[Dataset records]
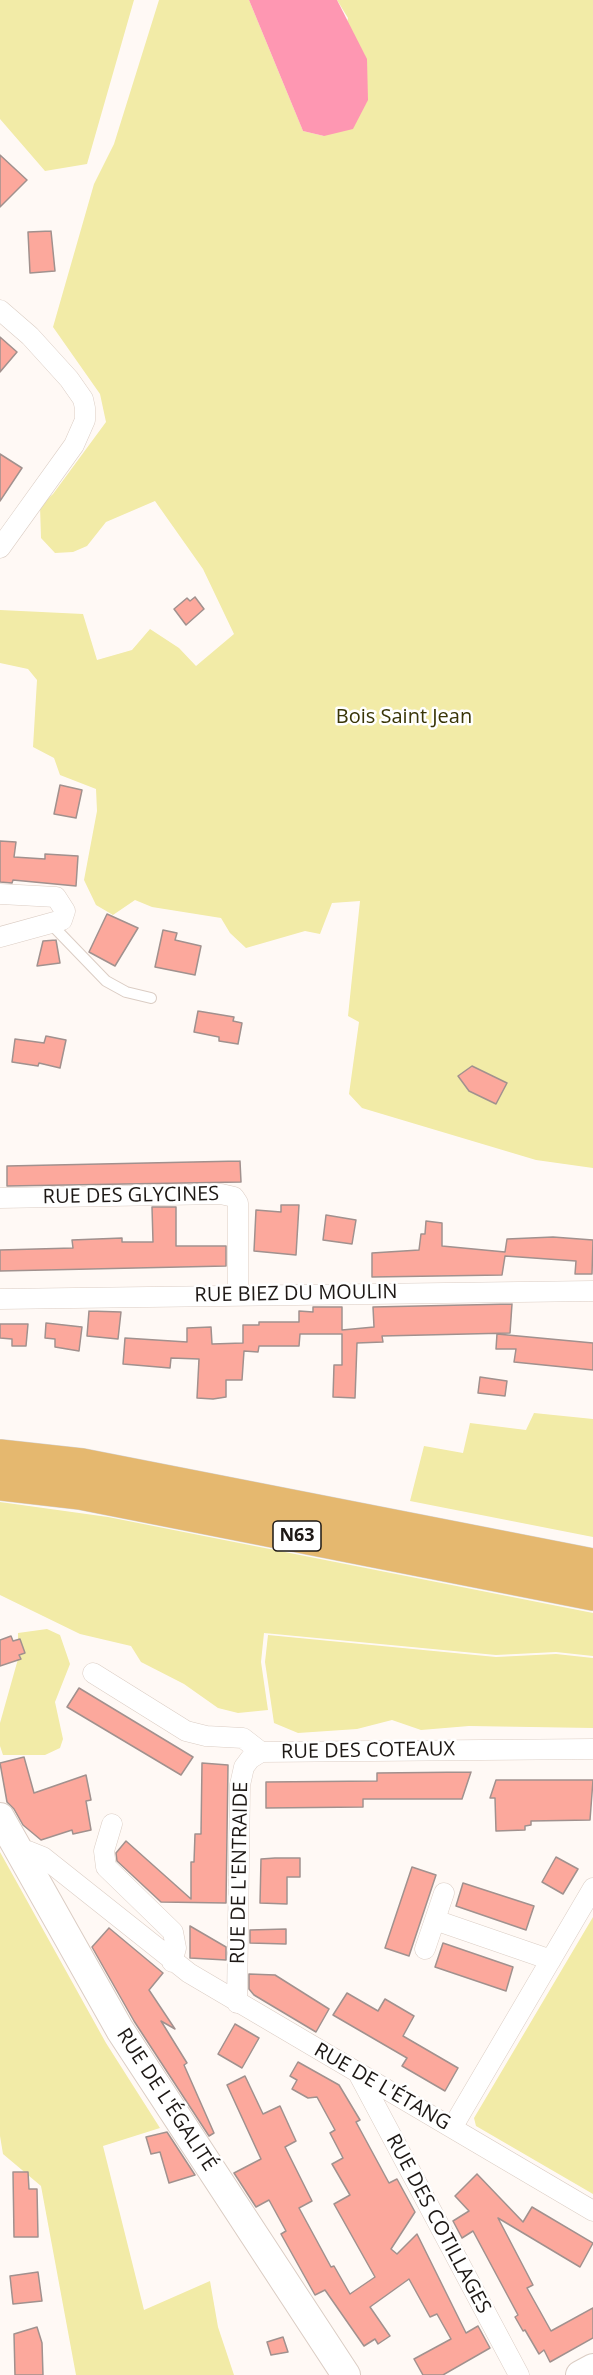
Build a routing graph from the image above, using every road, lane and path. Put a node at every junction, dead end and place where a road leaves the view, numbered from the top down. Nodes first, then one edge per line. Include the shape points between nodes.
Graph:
1 (0, 310) edge
2 (0, 548) edge
3 (0, 894) edge
4 (51, 924) junction
5 (0, 937) edge
6 (151, 998) dead end
7 (0, 1198) edge
8 (593, 1291) edge
9 (238, 1294) junction
10 (0, 1299) edge
11 (0, 1456) edge
12 (0, 1484) edge
13 (593, 1565) edge
14 (593, 1594) edge
15 (93, 1673) dead end
16 (593, 1749) edge
17 (261, 1752) junction
18 (0, 1817) edge
19 (112, 1824) dead end
20 (22, 1854) junction
21 (593, 1888) edge
22 (444, 1893) dead end
23 (435, 1920) junction
24 (425, 1949) dead end
25 (551, 1960) junction
26 (172, 1962) junction
27 (237, 2002) junction
28 (358, 2073) junction
29 (452, 2128) junction
30 (593, 2211) edge
31 (593, 2368) edge
32 (346, 2375) edge
33 (519, 2375) edge
34 (580, 2375) edge

1 - 2 street via 30,336 75,386 83,399 85,420 74,445
3 - 4 street via 56,897 65,911 62,920
4 - 5 street
4 - 6 lane via 110,984
7 - 9 street, RUE DES GLYCINES via 221,1194 234,1197 238,1203
8 - 9 street, RUE BIEZ DU MOULIN
9 - 10 street, RUE BIEZ DU MOULIN
11 - 13 highway, N63 via 82,1465
12 - 14 highway, N63 via 80,1493
15 - 17 street, RUE DES COTEAUX via 186,1731 243,1738
16 - 17 street, RUE DES COTEAUX
17 - 27 street, RUE DE L'ENTRAIDE via 244,1767 240,1785
18 - 20 street, RUE DE L'ÉGALITÉ
19 - 26 street via 104,1851 106,1867 173,1932 176,1948
20 - 26 street, RUE DE L'ÉTANG via 28,1851 43,1857
20 - 32 street, RUE DE L'ÉGALITÉ via 120,2031
21 - 25 street
22 - 23 street
23 - 24 street
23 - 25 street
25 - 29 street
26 - 27 street, RUE DE L'ÉTANG
27 - 28 street, RUE DE L'ÉTANG
28 - 29 street, RUE DE L'ÉTANG
28 - 33 street, RUE DES COTILLAGES
29 - 30 street, RUE DE L'ÉTANG
31 - 34 street

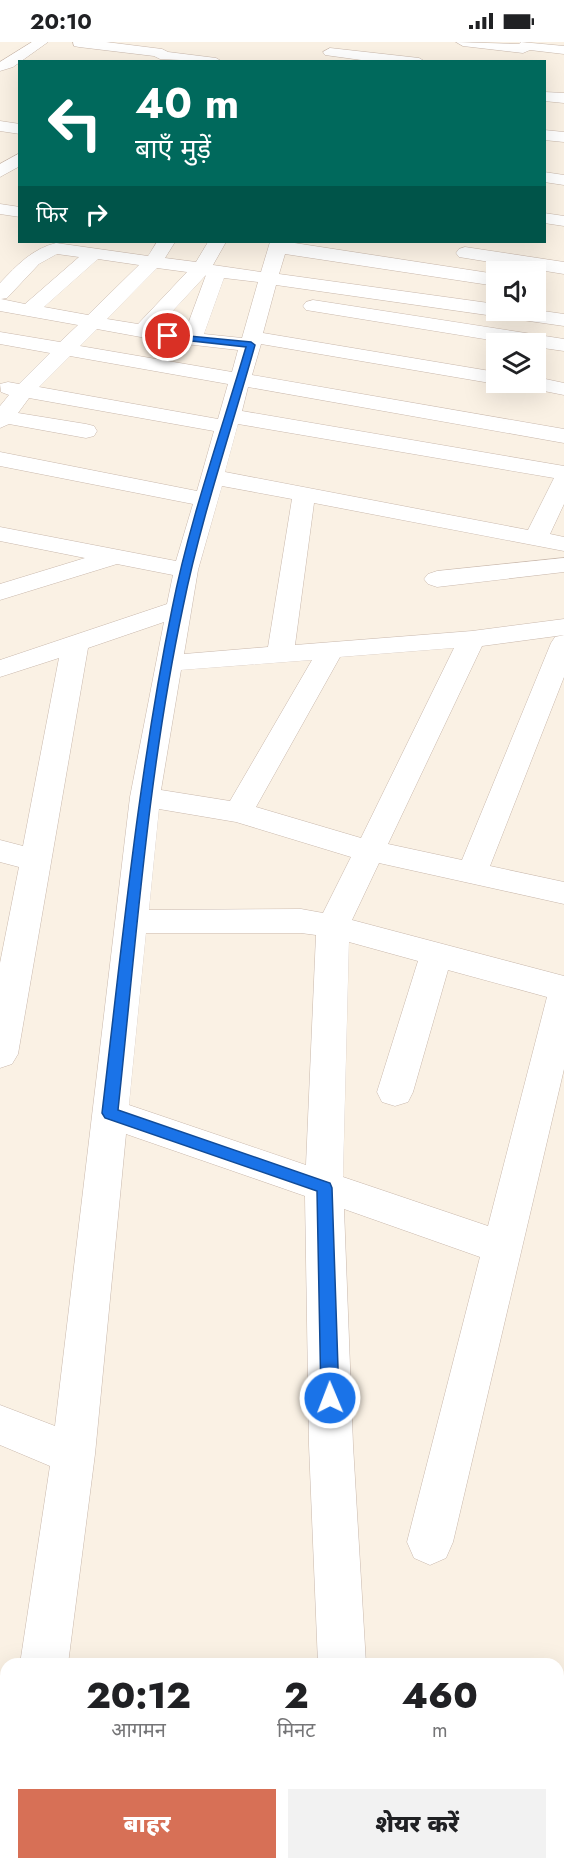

- **TO DO**
Your answer must be an exact copy of the records, minus any pictures.

- **WRITTEN ANSWER**
Build a routing graph from the image above, using every road, lane and path. Put a node at every junction, dead end and place where a road leaves the view, numbered from the top down. Nodes first, then one edge per line. Include the shape points between nodes.
Graph:
1 (0, 310) edge
2 (0, 548) edge
3 (0, 894) edge
4 (51, 924) junction
5 (0, 937) edge
6 (151, 998) dead end
7 (0, 1198) edge
8 (593, 1291) edge
9 (238, 1294) junction
10 (0, 1299) edge
11 (0, 1456) edge
12 (0, 1484) edge
13 (593, 1565) edge
14 (593, 1594) edge
15 (93, 1673) dead end
16 (593, 1749) edge
17 (261, 1752) junction
18 (0, 1817) edge
19 (112, 1824) dead end
20 (22, 1854) junction
21 (593, 1888) edge
22 (444, 1893) dead end
23 (435, 1920) junction
24 (425, 1949) dead end
25 (551, 1960) junction
26 (172, 1962) junction
27 (237, 2002) junction
28 (358, 2073) junction
29 (452, 2128) junction
30 (593, 2211) edge
31 (593, 2368) edge
32 (346, 2375) edge
33 (519, 2375) edge
34 (580, 2375) edge

1 - 2 street via 30,336 75,386 83,399 85,420 74,445
3 - 4 street via 56,897 65,911 62,920
4 - 5 street
4 - 6 lane via 110,984
7 - 9 street, RUE DES GLYCINES via 221,1194 234,1197 238,1203
8 - 9 street, RUE BIEZ DU MOULIN
9 - 10 street, RUE BIEZ DU MOULIN
11 - 13 highway, N63 via 82,1465
12 - 14 highway, N63 via 80,1493
15 - 17 street, RUE DES COTEAUX via 186,1731 243,1738
16 - 17 street, RUE DES COTEAUX
17 - 27 street, RUE DE L'ENTRAIDE via 244,1767 240,1785
18 - 20 street, RUE DE L'ÉGALITÉ
19 - 26 street via 104,1851 106,1867 173,1932 176,1948
20 - 26 street, RUE DE L'ÉTANG via 28,1851 43,1857
20 - 32 street, RUE DE L'ÉGALITÉ via 120,2031
21 - 25 street
22 - 23 street
23 - 24 street
23 - 25 street
25 - 29 street
26 - 27 street, RUE DE L'ÉTANG
27 - 28 street, RUE DE L'ÉTANG
28 - 29 street, RUE DE L'ÉTANG
28 - 33 street, RUE DES COTILLAGES
29 - 30 street, RUE DE L'ÉTANG
31 - 34 street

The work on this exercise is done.